Heft 858, November 2020

Das Dilemma der Europäischen Zentralbank

von Paul Tucker

Zentralbanken kontrollieren weder langfristiges Produktivitätswachstum noch den demografischen Wandel, noch die Verteilung des Wohlstands, noch Arbeitsmarktstrukturen, und vieles andere kontrollieren sie ebenso wenig. Und doch sind, irgendwie, die Zentralbanken der Vereinigten Staaten und die Zentralbanken im Euro-Raum zu Protagonisten der Wirtschaft geworden und leisten so das, was frühere Generationen von den Regierungen erwartet hätten.

Vor wenigen Monaten erst dachte man, das würde sich ändern, da den Zentralbanken, wie man annahm, mehr oder weniger die Munition ausgegangen sei. Was Standardmaßnahmen angeht, traf das im Grunde auch zu. Machtlos jedoch waren sie nie, da sie Liquidität schaffen können, indem sie mit dem von ihnen ausgegebenen Geld kaufen, leihen oder auch staatliche Subventionen finanzieren können. Für die Kenner war die Frage nur, wie weit sie dabei gehen würden, worauf die Antwort nun lauten muss: ziemlich weit.

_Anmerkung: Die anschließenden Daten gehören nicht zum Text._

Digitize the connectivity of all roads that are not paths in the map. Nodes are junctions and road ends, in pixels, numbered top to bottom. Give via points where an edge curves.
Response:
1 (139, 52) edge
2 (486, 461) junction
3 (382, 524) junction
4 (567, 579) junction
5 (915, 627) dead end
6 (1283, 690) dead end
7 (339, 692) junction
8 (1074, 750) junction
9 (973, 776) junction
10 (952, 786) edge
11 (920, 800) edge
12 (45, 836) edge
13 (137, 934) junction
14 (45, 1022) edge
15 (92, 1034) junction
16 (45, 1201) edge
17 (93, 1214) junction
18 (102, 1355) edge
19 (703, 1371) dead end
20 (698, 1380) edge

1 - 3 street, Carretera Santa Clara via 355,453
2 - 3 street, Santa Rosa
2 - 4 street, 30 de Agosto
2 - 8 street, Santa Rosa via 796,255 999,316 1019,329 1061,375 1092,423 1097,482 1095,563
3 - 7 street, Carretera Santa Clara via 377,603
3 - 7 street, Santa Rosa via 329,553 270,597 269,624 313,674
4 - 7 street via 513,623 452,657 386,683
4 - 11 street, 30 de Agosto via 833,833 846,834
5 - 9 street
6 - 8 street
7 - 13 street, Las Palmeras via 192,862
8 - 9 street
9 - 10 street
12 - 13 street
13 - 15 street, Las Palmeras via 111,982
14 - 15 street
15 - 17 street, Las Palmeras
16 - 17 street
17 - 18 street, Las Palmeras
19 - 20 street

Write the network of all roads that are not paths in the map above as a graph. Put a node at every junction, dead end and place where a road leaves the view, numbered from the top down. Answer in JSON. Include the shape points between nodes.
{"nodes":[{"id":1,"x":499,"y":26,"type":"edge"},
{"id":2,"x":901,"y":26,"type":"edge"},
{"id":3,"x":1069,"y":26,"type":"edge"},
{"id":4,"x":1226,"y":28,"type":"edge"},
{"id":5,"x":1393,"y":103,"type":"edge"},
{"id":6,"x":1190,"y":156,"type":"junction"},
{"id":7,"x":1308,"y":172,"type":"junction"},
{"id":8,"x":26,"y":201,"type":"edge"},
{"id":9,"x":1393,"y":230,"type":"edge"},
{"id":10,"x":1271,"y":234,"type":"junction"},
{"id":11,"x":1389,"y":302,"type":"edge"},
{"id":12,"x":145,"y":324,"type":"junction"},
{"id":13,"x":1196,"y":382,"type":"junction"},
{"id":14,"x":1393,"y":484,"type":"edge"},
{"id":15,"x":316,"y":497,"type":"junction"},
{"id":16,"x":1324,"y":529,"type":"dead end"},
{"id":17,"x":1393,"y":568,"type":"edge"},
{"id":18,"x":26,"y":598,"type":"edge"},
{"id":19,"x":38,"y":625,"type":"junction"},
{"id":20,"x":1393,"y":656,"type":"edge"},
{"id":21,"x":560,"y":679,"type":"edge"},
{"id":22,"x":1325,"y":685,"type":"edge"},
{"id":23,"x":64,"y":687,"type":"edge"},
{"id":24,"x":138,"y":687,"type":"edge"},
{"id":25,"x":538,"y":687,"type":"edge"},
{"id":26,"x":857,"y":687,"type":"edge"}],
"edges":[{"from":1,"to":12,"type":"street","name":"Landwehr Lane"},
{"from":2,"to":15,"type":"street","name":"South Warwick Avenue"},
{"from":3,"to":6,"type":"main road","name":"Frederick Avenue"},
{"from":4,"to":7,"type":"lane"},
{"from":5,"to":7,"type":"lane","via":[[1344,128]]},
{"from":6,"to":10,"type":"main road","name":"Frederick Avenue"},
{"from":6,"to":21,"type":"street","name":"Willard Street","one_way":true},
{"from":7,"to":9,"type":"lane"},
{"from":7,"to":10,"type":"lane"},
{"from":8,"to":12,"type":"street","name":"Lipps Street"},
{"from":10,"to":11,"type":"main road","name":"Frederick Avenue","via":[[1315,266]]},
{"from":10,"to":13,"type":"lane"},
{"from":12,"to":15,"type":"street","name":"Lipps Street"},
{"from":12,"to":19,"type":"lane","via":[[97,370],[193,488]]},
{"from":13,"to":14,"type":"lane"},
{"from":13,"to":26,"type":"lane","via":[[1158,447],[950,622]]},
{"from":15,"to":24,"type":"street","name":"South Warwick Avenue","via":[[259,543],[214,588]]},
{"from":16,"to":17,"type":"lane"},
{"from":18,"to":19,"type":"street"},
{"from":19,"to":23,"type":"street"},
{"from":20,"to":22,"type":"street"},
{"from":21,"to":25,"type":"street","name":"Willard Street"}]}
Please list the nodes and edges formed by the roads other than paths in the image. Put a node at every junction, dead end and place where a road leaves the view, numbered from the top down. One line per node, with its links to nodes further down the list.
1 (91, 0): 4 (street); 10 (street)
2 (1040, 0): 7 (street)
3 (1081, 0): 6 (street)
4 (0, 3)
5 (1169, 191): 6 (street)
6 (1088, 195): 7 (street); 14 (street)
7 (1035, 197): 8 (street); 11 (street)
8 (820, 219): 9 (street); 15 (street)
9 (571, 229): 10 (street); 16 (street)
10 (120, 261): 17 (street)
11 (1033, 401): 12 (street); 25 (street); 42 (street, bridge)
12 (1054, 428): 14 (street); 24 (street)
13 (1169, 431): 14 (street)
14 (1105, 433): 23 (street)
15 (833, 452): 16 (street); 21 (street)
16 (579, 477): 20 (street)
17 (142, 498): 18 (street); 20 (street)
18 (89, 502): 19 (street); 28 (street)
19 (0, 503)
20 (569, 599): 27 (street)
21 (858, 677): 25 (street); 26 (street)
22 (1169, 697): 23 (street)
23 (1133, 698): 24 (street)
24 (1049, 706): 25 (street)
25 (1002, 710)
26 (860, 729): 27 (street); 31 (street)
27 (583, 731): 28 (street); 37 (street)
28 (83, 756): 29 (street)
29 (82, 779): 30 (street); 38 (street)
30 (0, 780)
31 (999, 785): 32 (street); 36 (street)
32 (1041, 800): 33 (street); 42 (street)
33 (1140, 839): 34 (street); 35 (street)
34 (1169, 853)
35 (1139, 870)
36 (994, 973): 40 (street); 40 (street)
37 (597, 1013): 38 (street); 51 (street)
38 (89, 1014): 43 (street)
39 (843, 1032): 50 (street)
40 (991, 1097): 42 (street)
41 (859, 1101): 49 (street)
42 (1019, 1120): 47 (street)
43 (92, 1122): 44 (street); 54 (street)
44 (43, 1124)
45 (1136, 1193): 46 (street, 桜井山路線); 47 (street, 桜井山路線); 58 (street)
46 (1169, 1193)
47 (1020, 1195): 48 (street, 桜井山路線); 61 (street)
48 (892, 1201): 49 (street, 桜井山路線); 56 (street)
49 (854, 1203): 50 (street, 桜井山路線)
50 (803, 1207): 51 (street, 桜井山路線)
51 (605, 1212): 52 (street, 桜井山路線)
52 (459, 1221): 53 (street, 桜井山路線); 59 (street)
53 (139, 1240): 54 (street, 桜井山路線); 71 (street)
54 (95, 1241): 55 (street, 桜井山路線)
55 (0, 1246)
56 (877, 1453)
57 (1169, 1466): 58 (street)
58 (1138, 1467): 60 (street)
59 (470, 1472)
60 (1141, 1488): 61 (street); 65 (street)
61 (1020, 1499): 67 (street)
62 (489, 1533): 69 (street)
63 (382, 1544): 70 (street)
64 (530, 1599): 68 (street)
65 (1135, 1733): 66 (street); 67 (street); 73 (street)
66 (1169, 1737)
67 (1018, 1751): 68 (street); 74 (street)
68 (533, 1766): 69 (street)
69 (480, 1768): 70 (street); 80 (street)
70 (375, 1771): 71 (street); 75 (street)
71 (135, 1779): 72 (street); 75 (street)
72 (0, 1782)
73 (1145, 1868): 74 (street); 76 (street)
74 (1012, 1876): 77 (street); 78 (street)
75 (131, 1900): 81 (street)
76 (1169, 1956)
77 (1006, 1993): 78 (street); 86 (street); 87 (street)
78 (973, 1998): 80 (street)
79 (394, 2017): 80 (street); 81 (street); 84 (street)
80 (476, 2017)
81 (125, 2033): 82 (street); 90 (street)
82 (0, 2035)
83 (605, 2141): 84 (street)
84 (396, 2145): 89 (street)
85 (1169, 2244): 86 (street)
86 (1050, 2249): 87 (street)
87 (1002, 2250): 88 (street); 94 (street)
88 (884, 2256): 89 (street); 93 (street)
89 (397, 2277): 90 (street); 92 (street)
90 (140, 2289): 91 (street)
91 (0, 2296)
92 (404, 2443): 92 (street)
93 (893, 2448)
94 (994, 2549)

Wie ich in Unelected Power geschrieben habe, sind die Zentralbanken derart stark, dass wir uns fragen müssen, ob sie nicht zu »über-mächtigen Bürgern« geworden sind.1 Die Frage wird in Europa heftig diskutiert, nicht zuletzt vor Gericht. Vor der Auseinandersetzung mit dieser Frage gilt es allerdings einzuräumen, dass es leicht ist, Steine auf die ungewählten Zentralbanker zu werfen, während wir doch auch von der Passivität unserer gewählten Vertreter frustriert sein sollten. Der entscheidende Punkt ist, ob wir wollen, dass das Handeln der Regierung weiterhin den Werten entspricht, die doch vermeintlich das Fundament unserer Verfassungsstruktur bilden.